“La reine qui se baladait pour les écuries pour jouir les uns après les autres de tous les palafreniers; la loi qu’elle, nouvelle Sémiramis, commanda de bannir dans son royaume, faisant licite la libido; son horrible mort de Pasiphaé en embrassant […] un cheval, de qui, rassasiée par les hommes, elle était tombée amoureuse; et j’ai vu sur la bouche du peuple la phrase non élogieuse, dite de quelques femmes de désirs effrénés : Elle est comme la Reine Jeanne.”

Cette citation de Benedetto Croce décrivent bien la personnalité de la Reine Jeanne II d’Anjou-Durazzo, connue sous le nom de Jeanne II de Naples (1371-1435). Elle monta sur le trône à l’âge de 41 ans, déjà avec deux mariages derrière.

Reine de Coeur ou Reine Mante?

Tout de suite le règne de la Reine Jeanne fut caractérisé par la présence de “favoris”, personnages illustres et ambitieux dont elle aimait s’entourer pour la gestion des affaires d’Etat… et pas seulement.

La reine était en effet décrite comme une femme dissolue, une maîtresse insatiable et fougueuse, et accueillait dans son alcôve des hommes de tout âge et de toute origine sociale: des ses jeunes émissaires, aux fils de saints (comme le suédois Charles Ulfsson, fils de Sainte Brigitte).

Apparemment, elle était aussi assoiffée de sang : pour protéger sa bonne réputation, elle n’hésitait pas à se débarrasser de ses amants dès que ses vices étaient satisfaits. On raconte même qu’il y avait une trappe dans sa chambre, reliée aux souterrains de Castel Nuovo (aujourd’hui mieux connu sous le nom de Maschio Angioino), dans laquelle il lançait les amants, les destinant à un destin sinistre entre des piques et des lames pointues.

Selon une autre légende, les malheureux amants étaient dévorés par un crocodile (ou monstre marin) qui avait été porté spécialement d’Afrique jusqu’aux souterrains du château, à travers la mer Méditerranée.

Une vraie reine mante.

Sergianni Caracciolo, le sénéchal du Règne d’Anjou

L’une des victimes les plus connues de la reine Jeanne II fut Giovanni Caracciolo, dit Sergianni Caracciolo, redouté et détesté Sénéchal du Règne d’Anjou, troisième fils de Francesco Caracciolo de la branche des Del Sole.

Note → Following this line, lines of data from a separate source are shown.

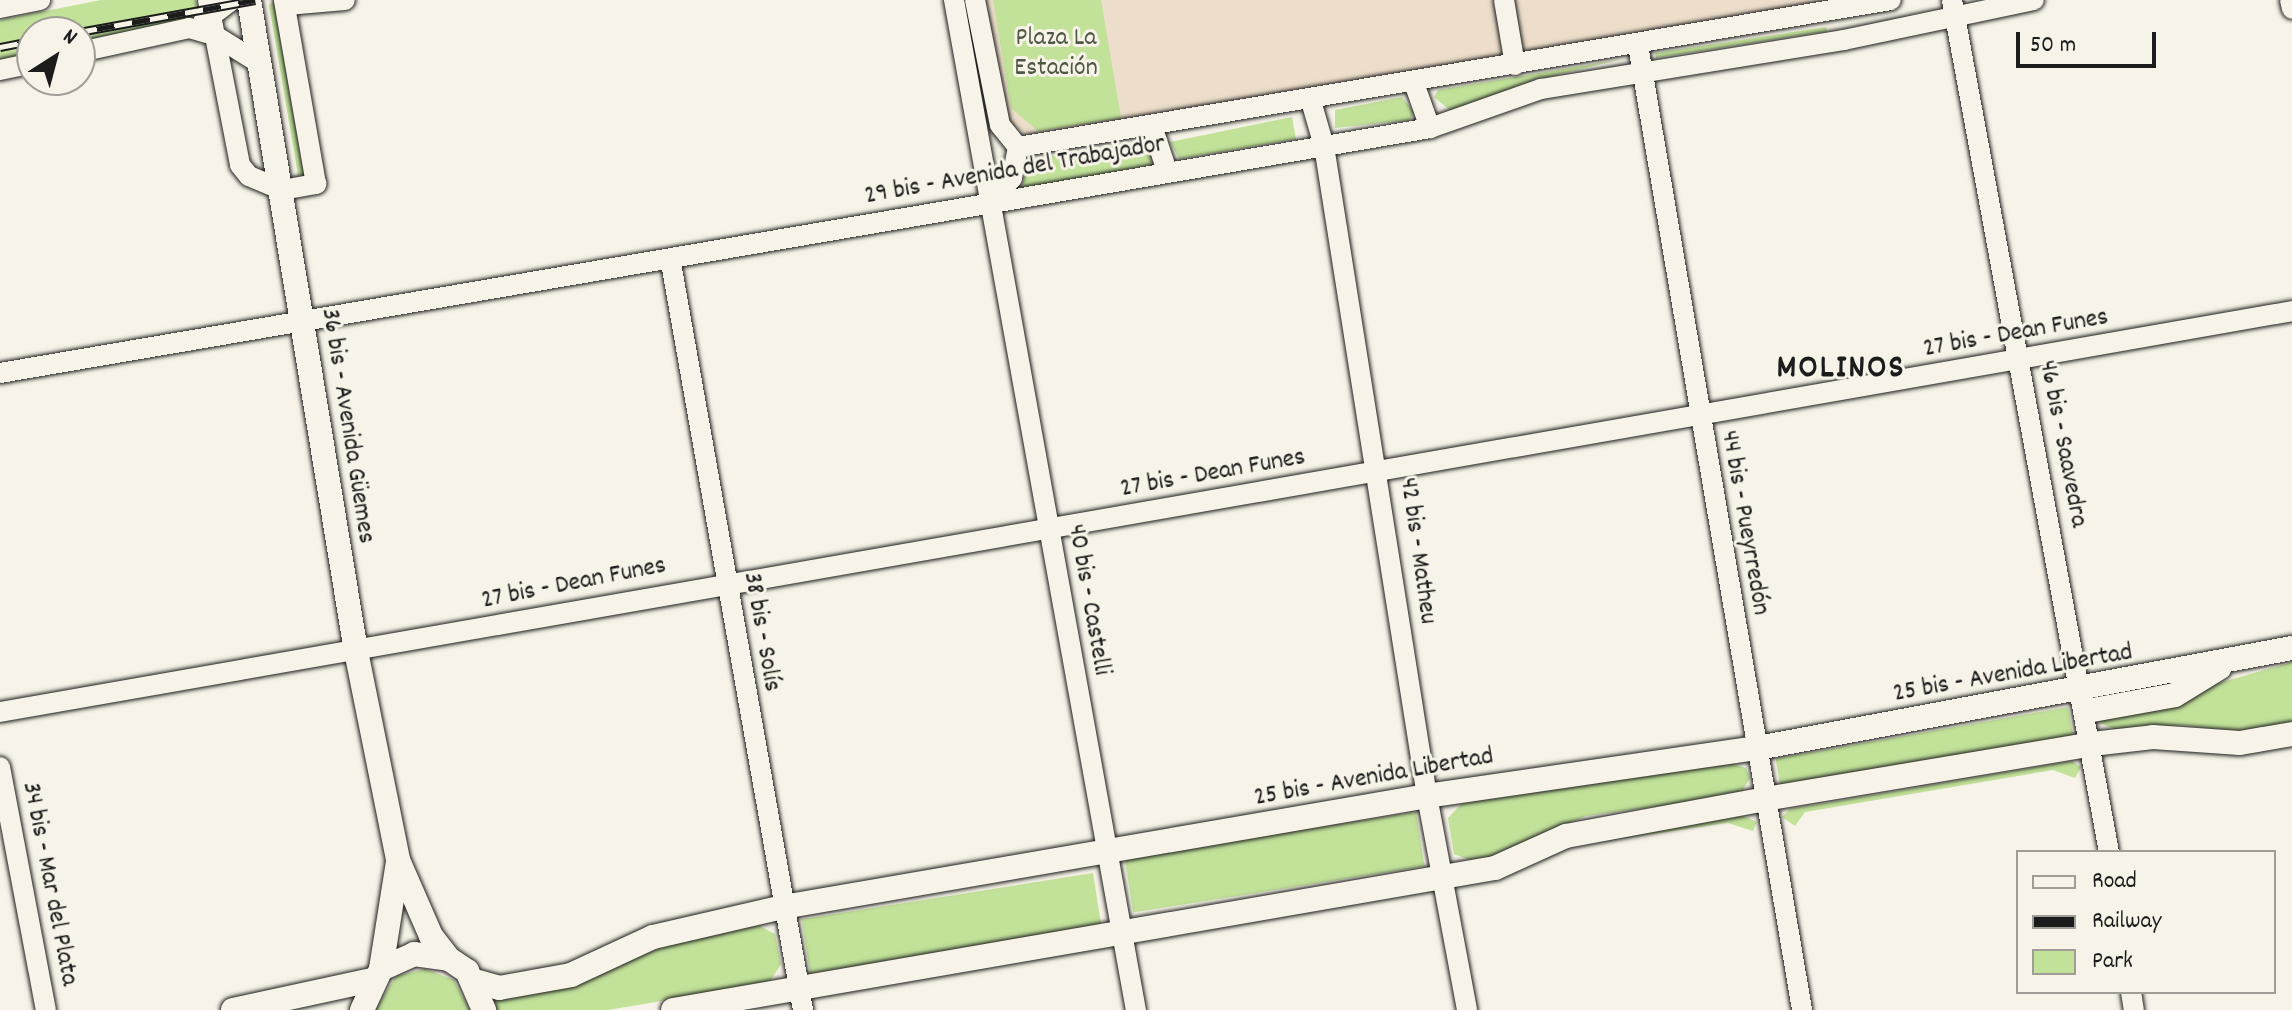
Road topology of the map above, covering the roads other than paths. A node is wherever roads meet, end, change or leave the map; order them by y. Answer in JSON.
{"nodes":[{"id":1,"x":40,"y":0,"type":"edge"},
{"id":2,"x":232,"y":0,"type":"edge"},
{"id":3,"x":249,"y":0,"type":"edge"},
{"id":4,"x":345,"y":0,"type":"edge"},
{"id":5,"x":954,"y":0,"type":"edge"},
{"id":6,"x":975,"y":0,"type":"edge"},
{"id":7,"x":1504,"y":0,"type":"edge"},
{"id":8,"x":1891,"y":0,"type":"edge"},
{"id":9,"x":2034,"y":0,"type":"edge"},
{"id":10,"x":2290,"y":0,"type":"edge"},
{"id":11,"x":286,"y":2,"type":"edge"},
{"id":12,"x":0,"y":8,"type":"edge"},
{"id":13,"x":1954,"y":8,"type":"edge"},
{"id":14,"x":2292,"y":9,"type":"edge"},
{"id":15,"x":1839,"y":11,"type":"junction"},
{"id":16,"x":211,"y":17,"type":"edge"},
{"id":17,"x":1844,"y":40,"type":"junction"},
{"id":18,"x":1638,"y":45,"type":"junction"},
{"id":19,"x":96,"y":48,"type":"edge"},
{"id":20,"x":259,"y":63,"type":"junction"},
{"id":21,"x":1515,"y":65,"type":"junction"},
{"id":22,"x":1640,"y":72,"type":"junction"},
{"id":23,"x":1414,"y":83,"type":"junction"},
{"id":24,"x":1311,"y":101,"type":"junction"},
{"id":25,"x":1430,"y":128,"type":"junction"},
{"id":26,"x":1153,"y":129,"type":"junction"},
{"id":27,"x":1324,"y":146,"type":"junction"},
{"id":28,"x":1018,"y":147,"type":"junction"},
{"id":29,"x":1167,"y":171,"type":"junction"},
{"id":30,"x":282,"y":190,"type":"junction"},
{"id":31,"x":994,"y":199,"type":"junction"},
{"id":32,"x":671,"y":263,"type":"junction"},
{"id":33,"x":2292,"y":311,"type":"edge"},
{"id":34,"x":301,"y":325,"type":"junction"},
{"id":35,"x":2020,"y":360,"type":"junction"},
{"id":36,"x":0,"y":373,"type":"edge"},
{"id":37,"x":1698,"y":418,"type":"junction"},
{"id":38,"x":1379,"y":472,"type":"junction"},
{"id":39,"x":1049,"y":529,"type":"junction"},
{"id":40,"x":726,"y":582,"type":"junction"},
{"id":41,"x":2292,"y":648,"type":"edge"},
{"id":42,"x":356,"y":651,"type":"junction"},
{"id":43,"x":2085,"y":700,"type":"junction"},
{"id":44,"x":0,"y":712,"type":"edge"},
{"id":45,"x":2292,"y":734,"type":"edge"},
{"id":46,"x":2092,"y":744,"type":"junction"},
{"id":47,"x":1758,"y":748,"type":"junction"},
{"id":48,"x":0,"y":767,"type":"edge"},
{"id":49,"x":1427,"y":796,"type":"junction"},
{"id":50,"x":1765,"y":799,"type":"junction"},
{"id":51,"x":2109,"y":850,"type":"edge"},
{"id":52,"x":1107,"y":855,"type":"junction"},
{"id":53,"x":398,"y":860,"type":"junction"},
{"id":54,"x":1444,"y":878,"type":"junction"},
{"id":55,"x":783,"y":907,"type":"junction"},
{"id":56,"x":1123,"y":936,"type":"junction"},
{"id":57,"x":449,"y":959,"type":"junction"},
{"id":58,"x":377,"y":974,"type":"junction"},
{"id":59,"x":475,"y":981,"type":"junction"},
{"id":60,"x":801,"y":1000,"type":"edge"},
{"id":61,"x":46,"y":1010,"type":"edge"},
{"id":62,"x":233,"y":1010,"type":"edge"},
{"id":63,"x":362,"y":1010,"type":"edge"},
{"id":64,"x":484,"y":1010,"type":"edge"},
{"id":65,"x":673,"y":1010,"type":"edge"},
{"id":66,"x":1136,"y":1010,"type":"edge"},
{"id":67,"x":1467,"y":1010,"type":"edge"},
{"id":68,"x":1802,"y":1010,"type":"edge"}],
"edges":[{"from":1,"to":12,"type":"street"},
{"from":2,"to":16,"type":"street"},
{"from":3,"to":20,"type":"main road","name":"36 bis - Avenida Güemes"},
{"from":4,"to":11,"type":"street"},
{"from":5,"to":31,"type":"street","name":"40 bis - Castelli"},
{"from":6,"to":28,"type":"street"},
{"from":7,"to":21,"type":"street"},
{"from":8,"to":15,"type":"street","name":"29 bis - Avenida del Trabajador"},
{"from":9,"to":13,"type":"street","name":"29 bis - Avenida del Trabajador"},
{"from":10,"to":14,"type":"street"},
{"from":11,"to":30,"type":"street"},
{"from":13,"to":17,"type":"street","name":"29 bis - Avenida del Trabajador"},
{"from":13,"to":35,"type":"street","name":"46 bis - Saavedra"},
{"from":15,"to":17,"type":"street"},
{"from":15,"to":18,"type":"street","name":"29 bis - Avenida del Trabajador"},
{"from":16,"to":19,"type":"street"},
{"from":16,"to":20,"type":"street"},
{"from":16,"to":30,"type":"street"},
{"from":17,"to":22,"type":"street","name":"29 bis - Avenida del Trabajador"},
{"from":18,"to":21,"type":"street","name":"29 bis - Avenida del Trabajador"},
{"from":18,"to":22,"type":"street","name":"44 bis - Pueyrredón"},
{"from":20,"to":30,"type":"main road","name":"36 bis - Avenida Güemes"},
{"from":21,"to":23,"type":"street","name":"29 bis - Avenida del Trabajador"},
{"from":22,"to":25,"type":"street","name":"29 bis - Avenida del Trabajador"},
{"from":22,"to":37,"type":"street","name":"44 bis - Pueyrredón"},
{"from":23,"to":24,"type":"street","name":"29 bis - Avenida del Trabajador"},
{"from":23,"to":25,"type":"street"},
{"from":24,"to":26,"type":"street","name":"29 bis - Avenida del Trabajador"},
{"from":24,"to":27,"type":"street","name":"42 bis - Matheu"},
{"from":25,"to":27,"type":"street","name":"29 bis - Avenida del Trabajador"},
{"from":26,"to":28,"type":"street","name":"29 bis - Avenida del Trabajador"},
{"from":26,"to":29,"type":"street"},
{"from":27,"to":29,"type":"street","name":"29 bis - Avenida del Trabajador"},
{"from":27,"to":38,"type":"street","name":"42 bis - Matheu"},
{"from":28,"to":31,"type":"street"},
{"from":29,"to":31,"type":"street","name":"29 bis - Avenida del Trabajador"},
{"from":30,"to":34,"type":"main road","name":"36 bis - Avenida Güemes"},
{"from":31,"to":32,"type":"street","name":"29 bis - Avenida del Trabajador"},
{"from":31,"to":39,"type":"street","name":"40 bis - Castelli"},
{"from":32,"to":34,"type":"street","name":"29 bis - Avenida del Trabajador"},
{"from":32,"to":40,"type":"street","name":"38 bis - Solís"},
{"from":33,"to":35,"type":"street","name":"27 bis - Dean Funes"},
{"from":34,"to":36,"type":"street","name":"29 bis - Avenida del Trabajador"},
{"from":34,"to":42,"type":"main road","name":"36 bis - Avenida Güemes"},
{"from":35,"to":37,"type":"street","name":"27 bis - Dean Funes"},
{"from":35,"to":43,"type":"street","name":"46 bis - Saavedra"},
{"from":37,"to":38,"type":"street","name":"27 bis - Dean Funes"},
{"from":37,"to":47,"type":"street","name":"44 bis - Pueyrredón"},
{"from":38,"to":39,"type":"street","name":"27 bis - Dean Funes"},
{"from":38,"to":49,"type":"street","name":"42 bis - Matheu"},
{"from":39,"to":40,"type":"street","name":"27 bis - Dean Funes"},
{"from":39,"to":52,"type":"street","name":"40 bis - Castelli"},
{"from":40,"to":42,"type":"street","name":"27 bis - Dean Funes"},
{"from":40,"to":55,"type":"street","name":"38 bis - Solís"},
{"from":41,"to":43,"type":"main road","name":"25 bis - Avenida Libertad"},
{"from":42,"to":44,"type":"street","name":"27 bis - Dean Funes"},
{"from":42,"to":53,"type":"main road","name":"36 bis - Avenida Güemes"},
{"from":43,"to":46,"type":"street","name":"46 bis - Saavedra"},
{"from":43,"to":47,"type":"main road","name":"25 bis - Avenida Libertad"},
{"from":45,"to":46,"type":"main road"},
{"from":46,"to":50,"type":"main road"},
{"from":46,"to":51,"type":"street","name":"46 bis - Saavedra"},
{"from":47,"to":49,"type":"main road","name":"25 bis - Avenida Libertad"},
{"from":47,"to":50,"type":"street","name":"44 bis - Pueyrredón"},
{"from":48,"to":61,"type":"street","name":"34 bis - Mar del Plata"},
{"from":49,"to":52,"type":"main road","name":"25 bis - Avenida Libertad"},
{"from":49,"to":54,"type":"street","name":"42 bis - Matheu"},
{"from":50,"to":54,"type":"main road"},
{"from":50,"to":68,"type":"street","name":"44 bis - Pueyrredón"},
{"from":52,"to":55,"type":"main road","name":"25 bis - Avenida Libertad"},
{"from":52,"to":56,"type":"street","name":"40 bis - Castelli"},
{"from":53,"to":57,"type":"main road","name":"36 bis - Avenida Güemes"},
{"from":53,"to":58,"type":"main road","name":"36 bis - Avenida Güemes"},
{"from":54,"to":56,"type":"main road"},
{"from":54,"to":67,"type":"street","name":"42 bis - Matheu"},
{"from":55,"to":59,"type":"main road","name":"25 bis - Avenida Libertad"},
{"from":55,"to":60,"type":"street","name":"38 bis - Solís"},
{"from":56,"to":60,"type":"main road"},
{"from":56,"to":66,"type":"street","name":"40 bis - Castelli"},
{"from":57,"to":58,"type":"main road"},
{"from":57,"to":59,"type":"main road","name":"36 bis - Avenida Güemes"},
{"from":58,"to":62,"type":"main road"},
{"from":58,"to":63,"type":"main road","name":"36 bis - Avenida Güemes"},
{"from":59,"to":64,"type":"main road"},
{"from":60,"to":65,"type":"main road"}]}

Sergianni était l’un des “loyalistes” de la reine, en 1416 leur relation avait commencé avec une sorte de piège de la part de la reine.

“Elle fit jeter des souris dans la chambre, et le noble, qui était un guerrier indompté mais craignait les bêtes, se leva et s’enfuit vers la porte la plus proche, qui se referma aussitôt derrière lui. A l’intérieur, bien sûr, il y avait Jeanne pour l’accueillir.”

(M. Liguoro, La reine Jeanne II)

En peu de temps, Sergianni devient un conseiller de confiance et un fidèle amant de la reine, accumulant les biens et les titres, et attirant sur lui les envies et les soupçons. La reine décida alors de l’éliminer sous la pression des nobles de la cour, et dans une nuit d’août 1432 elle envoie des assassins pour le tuer à coups de poignard. Le cadavre fut jeté dans la cour du château et y resta jusqu’au lendemain matin, quand il fut transporté dans l’Église San Giovanni à Carbonara.

Deux ans plus tard, le fils de Sergianni fit ériger un monument funéraire à la mémoire de son père dans la même église : et il est curieux que se dresse là aussi le mausolée dédié au Roi Ladislas et à sa sœur… la mante Jeanne!

Curiosité : la reine en vacances

Les récits sur la libido de Jeanne sont liés aussi à la résidence d’été, sa villa à Capo di Sorrento, aujourd’hui connue comme Bagni della Regina Giovanna (en français Le Bains de la Reine Jeanne).

De sa demeure estivale, il ne reste que des ruines avec vue sur la mer et une plage isolée : ce qui fut autrefois un lieu de crimes horribles, se présente actuellement comme un véritable coin de paradis, un des lieux les plus spectaculaires de la Péninsule de Sorrente.